*** Opening Data supplied ***

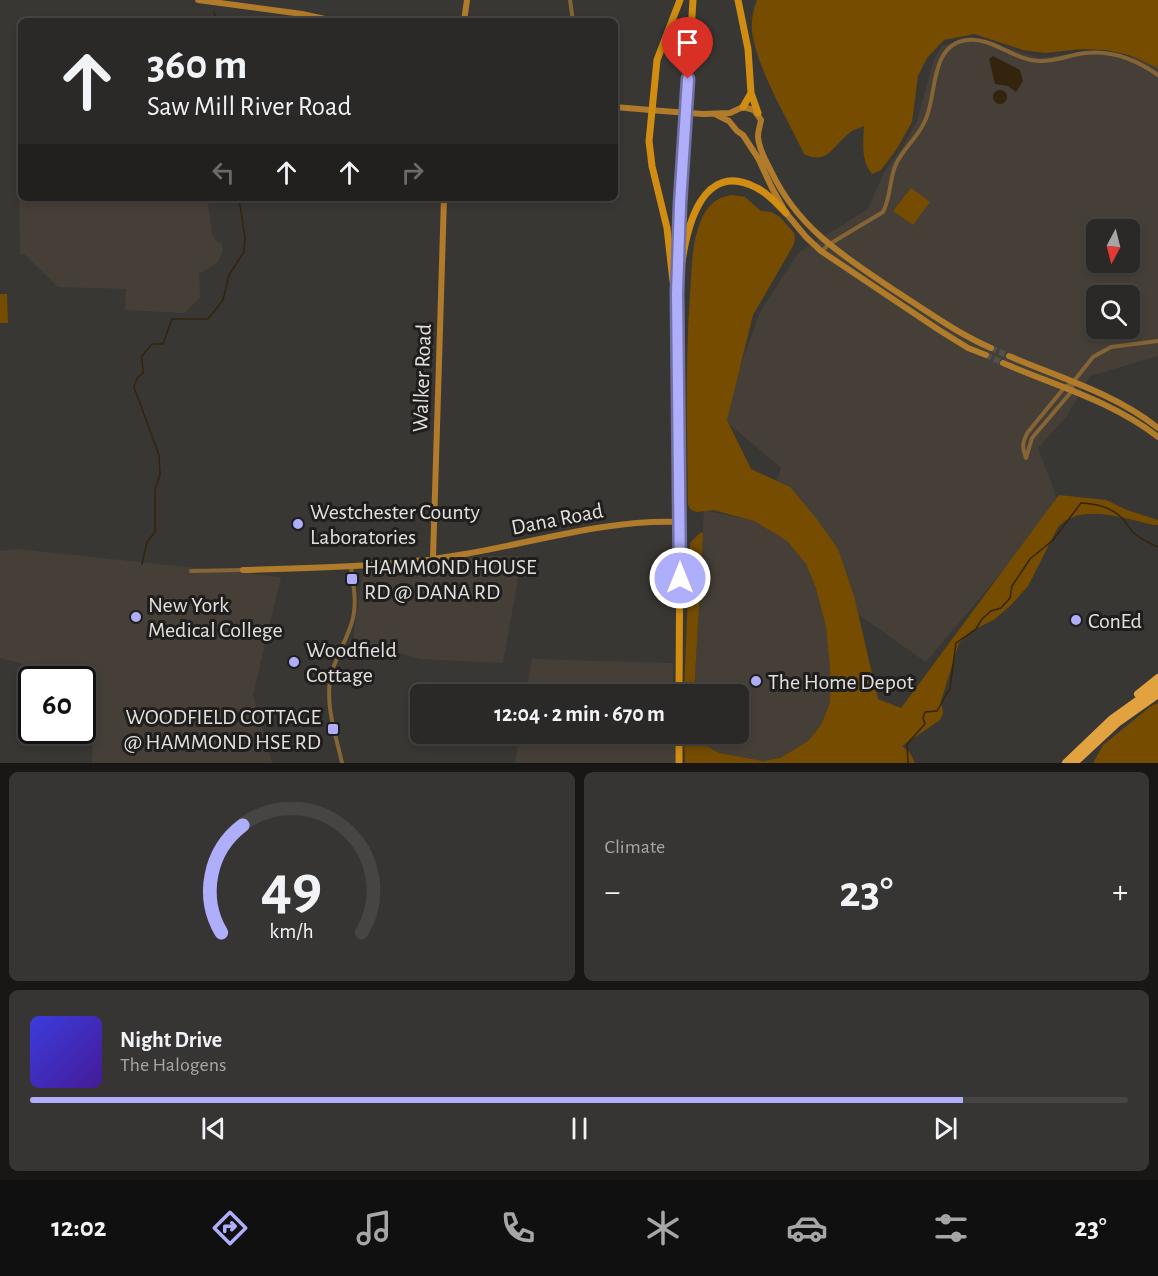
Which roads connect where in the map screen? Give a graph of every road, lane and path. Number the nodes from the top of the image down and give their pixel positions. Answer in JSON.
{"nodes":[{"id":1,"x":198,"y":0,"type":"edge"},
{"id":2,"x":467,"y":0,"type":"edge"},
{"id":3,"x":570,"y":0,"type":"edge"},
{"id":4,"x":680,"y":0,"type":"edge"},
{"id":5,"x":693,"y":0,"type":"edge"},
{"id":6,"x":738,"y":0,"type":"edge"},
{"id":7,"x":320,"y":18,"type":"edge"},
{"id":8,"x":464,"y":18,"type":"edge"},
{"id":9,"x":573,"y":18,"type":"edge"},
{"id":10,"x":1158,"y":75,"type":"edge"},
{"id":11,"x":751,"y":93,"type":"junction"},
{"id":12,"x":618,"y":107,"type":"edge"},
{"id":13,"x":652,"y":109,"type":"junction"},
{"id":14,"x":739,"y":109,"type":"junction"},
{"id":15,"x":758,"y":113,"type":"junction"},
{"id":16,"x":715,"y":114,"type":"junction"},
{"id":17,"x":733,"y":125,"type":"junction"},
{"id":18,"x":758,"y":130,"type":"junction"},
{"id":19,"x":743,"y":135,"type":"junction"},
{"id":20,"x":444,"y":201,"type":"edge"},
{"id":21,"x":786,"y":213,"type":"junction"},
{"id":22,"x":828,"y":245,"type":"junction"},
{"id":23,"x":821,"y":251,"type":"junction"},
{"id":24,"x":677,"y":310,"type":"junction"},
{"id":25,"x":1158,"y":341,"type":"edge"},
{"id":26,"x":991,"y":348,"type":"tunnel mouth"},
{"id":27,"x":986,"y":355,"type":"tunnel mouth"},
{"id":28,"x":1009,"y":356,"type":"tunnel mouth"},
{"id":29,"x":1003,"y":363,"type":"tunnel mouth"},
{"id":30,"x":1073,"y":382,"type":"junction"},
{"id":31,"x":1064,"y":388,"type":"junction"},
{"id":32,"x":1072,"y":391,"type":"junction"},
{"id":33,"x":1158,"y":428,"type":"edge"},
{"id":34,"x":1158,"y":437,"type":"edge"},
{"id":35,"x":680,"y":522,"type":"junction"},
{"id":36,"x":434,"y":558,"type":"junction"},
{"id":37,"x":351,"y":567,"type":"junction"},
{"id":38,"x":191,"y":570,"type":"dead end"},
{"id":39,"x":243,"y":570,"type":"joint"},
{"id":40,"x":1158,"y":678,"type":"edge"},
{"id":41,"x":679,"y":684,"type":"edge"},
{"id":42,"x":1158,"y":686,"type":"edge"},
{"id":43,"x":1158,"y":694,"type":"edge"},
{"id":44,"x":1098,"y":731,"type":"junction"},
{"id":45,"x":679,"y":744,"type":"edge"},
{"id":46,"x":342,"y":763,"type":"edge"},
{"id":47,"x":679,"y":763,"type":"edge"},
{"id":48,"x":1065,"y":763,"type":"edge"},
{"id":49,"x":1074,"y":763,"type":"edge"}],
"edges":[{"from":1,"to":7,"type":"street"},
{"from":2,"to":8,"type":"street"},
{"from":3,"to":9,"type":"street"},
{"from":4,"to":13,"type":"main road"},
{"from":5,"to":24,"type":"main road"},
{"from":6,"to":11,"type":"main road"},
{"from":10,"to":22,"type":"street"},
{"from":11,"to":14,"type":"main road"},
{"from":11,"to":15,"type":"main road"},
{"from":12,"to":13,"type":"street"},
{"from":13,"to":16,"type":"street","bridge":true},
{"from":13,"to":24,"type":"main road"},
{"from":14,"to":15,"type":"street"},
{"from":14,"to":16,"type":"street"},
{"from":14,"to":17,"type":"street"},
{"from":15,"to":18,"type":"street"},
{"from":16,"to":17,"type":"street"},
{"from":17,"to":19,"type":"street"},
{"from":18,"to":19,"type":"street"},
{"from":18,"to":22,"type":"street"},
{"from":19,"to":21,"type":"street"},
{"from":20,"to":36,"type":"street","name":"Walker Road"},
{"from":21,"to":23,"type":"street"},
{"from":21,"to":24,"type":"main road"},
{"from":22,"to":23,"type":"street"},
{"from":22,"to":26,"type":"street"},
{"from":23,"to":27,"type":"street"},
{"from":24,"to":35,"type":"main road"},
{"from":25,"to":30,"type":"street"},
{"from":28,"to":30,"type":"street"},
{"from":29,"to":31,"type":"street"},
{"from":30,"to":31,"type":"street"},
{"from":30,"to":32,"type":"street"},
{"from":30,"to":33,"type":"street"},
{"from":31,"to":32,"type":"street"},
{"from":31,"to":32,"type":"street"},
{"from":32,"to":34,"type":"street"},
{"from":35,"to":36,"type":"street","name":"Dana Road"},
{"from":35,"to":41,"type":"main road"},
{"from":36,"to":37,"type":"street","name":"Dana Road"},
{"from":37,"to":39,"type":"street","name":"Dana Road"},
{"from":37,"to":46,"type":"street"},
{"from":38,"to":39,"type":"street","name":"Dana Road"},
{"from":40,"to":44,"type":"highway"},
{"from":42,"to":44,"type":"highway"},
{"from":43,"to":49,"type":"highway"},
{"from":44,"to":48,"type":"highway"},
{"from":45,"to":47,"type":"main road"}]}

*** Closing Data supplied ***

__Work to complete__: The copy you produce must hold all the records above exactly and none of their pictures.

__Written reply__:
Which roads connect where in the map screen? Give a graph of every road, lane and path. Number the nodes from the top of the image down and give their pixel positions. Answer in JSON.
{"nodes":[{"id":1,"x":198,"y":0,"type":"edge"},
{"id":2,"x":467,"y":0,"type":"edge"},
{"id":3,"x":570,"y":0,"type":"edge"},
{"id":4,"x":680,"y":0,"type":"edge"},
{"id":5,"x":693,"y":0,"type":"edge"},
{"id":6,"x":738,"y":0,"type":"edge"},
{"id":7,"x":320,"y":18,"type":"edge"},
{"id":8,"x":464,"y":18,"type":"edge"},
{"id":9,"x":573,"y":18,"type":"edge"},
{"id":10,"x":1158,"y":75,"type":"edge"},
{"id":11,"x":751,"y":93,"type":"junction"},
{"id":12,"x":618,"y":107,"type":"edge"},
{"id":13,"x":652,"y":109,"type":"junction"},
{"id":14,"x":739,"y":109,"type":"junction"},
{"id":15,"x":758,"y":113,"type":"junction"},
{"id":16,"x":715,"y":114,"type":"junction"},
{"id":17,"x":733,"y":125,"type":"junction"},
{"id":18,"x":758,"y":130,"type":"junction"},
{"id":19,"x":743,"y":135,"type":"junction"},
{"id":20,"x":444,"y":201,"type":"edge"},
{"id":21,"x":786,"y":213,"type":"junction"},
{"id":22,"x":828,"y":245,"type":"junction"},
{"id":23,"x":821,"y":251,"type":"junction"},
{"id":24,"x":677,"y":310,"type":"junction"},
{"id":25,"x":1158,"y":341,"type":"edge"},
{"id":26,"x":991,"y":348,"type":"tunnel mouth"},
{"id":27,"x":986,"y":355,"type":"tunnel mouth"},
{"id":28,"x":1009,"y":356,"type":"tunnel mouth"},
{"id":29,"x":1003,"y":363,"type":"tunnel mouth"},
{"id":30,"x":1073,"y":382,"type":"junction"},
{"id":31,"x":1064,"y":388,"type":"junction"},
{"id":32,"x":1072,"y":391,"type":"junction"},
{"id":33,"x":1158,"y":428,"type":"edge"},
{"id":34,"x":1158,"y":437,"type":"edge"},
{"id":35,"x":680,"y":522,"type":"junction"},
{"id":36,"x":434,"y":558,"type":"junction"},
{"id":37,"x":351,"y":567,"type":"junction"},
{"id":38,"x":191,"y":570,"type":"dead end"},
{"id":39,"x":243,"y":570,"type":"joint"},
{"id":40,"x":1158,"y":678,"type":"edge"},
{"id":41,"x":679,"y":684,"type":"edge"},
{"id":42,"x":1158,"y":686,"type":"edge"},
{"id":43,"x":1158,"y":694,"type":"edge"},
{"id":44,"x":1098,"y":731,"type":"junction"},
{"id":45,"x":679,"y":744,"type":"edge"},
{"id":46,"x":342,"y":763,"type":"edge"},
{"id":47,"x":679,"y":763,"type":"edge"},
{"id":48,"x":1065,"y":763,"type":"edge"},
{"id":49,"x":1074,"y":763,"type":"edge"}],
"edges":[{"from":1,"to":7,"type":"street"},
{"from":2,"to":8,"type":"street"},
{"from":3,"to":9,"type":"street"},
{"from":4,"to":13,"type":"main road"},
{"from":5,"to":24,"type":"main road"},
{"from":6,"to":11,"type":"main road"},
{"from":10,"to":22,"type":"street"},
{"from":11,"to":14,"type":"main road"},
{"from":11,"to":15,"type":"main road"},
{"from":12,"to":13,"type":"street"},
{"from":13,"to":16,"type":"street","bridge":true},
{"from":13,"to":24,"type":"main road"},
{"from":14,"to":15,"type":"street"},
{"from":14,"to":16,"type":"street"},
{"from":14,"to":17,"type":"street"},
{"from":15,"to":18,"type":"street"},
{"from":16,"to":17,"type":"street"},
{"from":17,"to":19,"type":"street"},
{"from":18,"to":19,"type":"street"},
{"from":18,"to":22,"type":"street"},
{"from":19,"to":21,"type":"street"},
{"from":20,"to":36,"type":"street","name":"Walker Road"},
{"from":21,"to":23,"type":"street"},
{"from":21,"to":24,"type":"main road"},
{"from":22,"to":23,"type":"street"},
{"from":22,"to":26,"type":"street"},
{"from":23,"to":27,"type":"street"},
{"from":24,"to":35,"type":"main road"},
{"from":25,"to":30,"type":"street"},
{"from":28,"to":30,"type":"street"},
{"from":29,"to":31,"type":"street"},
{"from":30,"to":31,"type":"street"},
{"from":30,"to":32,"type":"street"},
{"from":30,"to":33,"type":"street"},
{"from":31,"to":32,"type":"street"},
{"from":31,"to":32,"type":"street"},
{"from":32,"to":34,"type":"street"},
{"from":35,"to":36,"type":"street","name":"Dana Road"},
{"from":35,"to":41,"type":"main road"},
{"from":36,"to":37,"type":"street","name":"Dana Road"},
{"from":37,"to":39,"type":"street","name":"Dana Road"},
{"from":37,"to":46,"type":"street"},
{"from":38,"to":39,"type":"street","name":"Dana Road"},
{"from":40,"to":44,"type":"highway"},
{"from":42,"to":44,"type":"highway"},
{"from":43,"to":49,"type":"highway"},
{"from":44,"to":48,"type":"highway"},
{"from":45,"to":47,"type":"main road"}]}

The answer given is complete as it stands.